According to a manuscript annotation on a front endpaper, Bond inserted the additional engravings, watercolours and autographs whilst in San Sebastiano, Venice, 1913 and two items which had been addressed to him there are tipped in at the end of the second volume.

Illustration of The Temporary Bridge over the Tyne
Illustration of The Temporary Bridge over the Tyne – August 17th 1875 from Boyle, J.R. Vestiges of old Newcastle and Gateshead. 2 vols.
(Newcastle-upon-Tyne: Andrew Reid; London: Elliot Stock, 1890)
(Rare Books Collection, RB 942.82 BOY Quarto
)

A Cholera Patient – June 2008

Image of a political cartoon, depicting a cholera patient siting on the words 'starvation' with a table next to him with the words'Board of Health' with a vial saying 'Emetic' and 'The dose to be repeated' and a box of 'Blue Pills'
Collections relative to the Cholera at Gateshead, in the County of Durham, 1831
(Rare Books, RB616.932 BEL)

This gruesome cartoon is by the caricaturist and portrait painter Robert Cruikshank (1789-1856).

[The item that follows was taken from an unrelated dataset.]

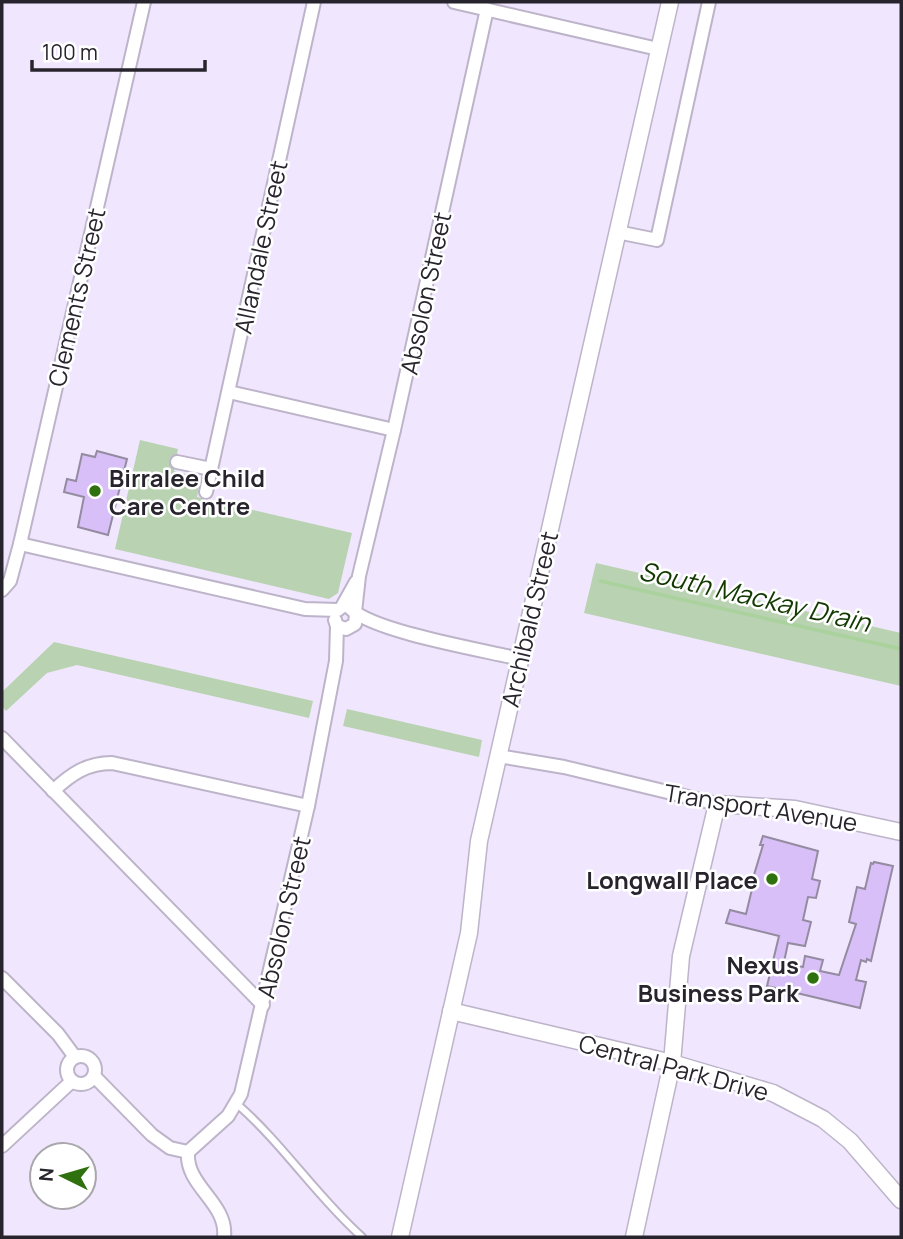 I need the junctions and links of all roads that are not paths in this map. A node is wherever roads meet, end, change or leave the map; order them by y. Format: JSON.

It reflects the generally negative feeling that people in this country harboured towards doctors during the cholera outbreak of 1831-32. The cartoon contains many references to death, reflecting the lack of knowledge amongst doctors the world over about the cause and cure of cholera. It also highlights the ineffectiveness of the newly created Board of Health in preventing the spread of cholera.

The cartoon is part of a collection of broadsides, cartoons and other archival material relating to the cholera epidemic of 1831-32 in Gateshead, where two hundred and twenty people lost their lives to this horrific disease. Along with other sources from Special Collections, it is currently being used as part of Newcastle University Library’s education project, which aims to promote Special Collections materials to teachers and school children through visits, structured learning activities and the development of online learning resources using original sources. This particular source will feature in an online cholera-based resource which will tell the story of the cholera outbreak – from how it got here to the grisly symptoms, from ineffective quarantines to praying for miracle cures – through primary sources, interactive games, audio and much more.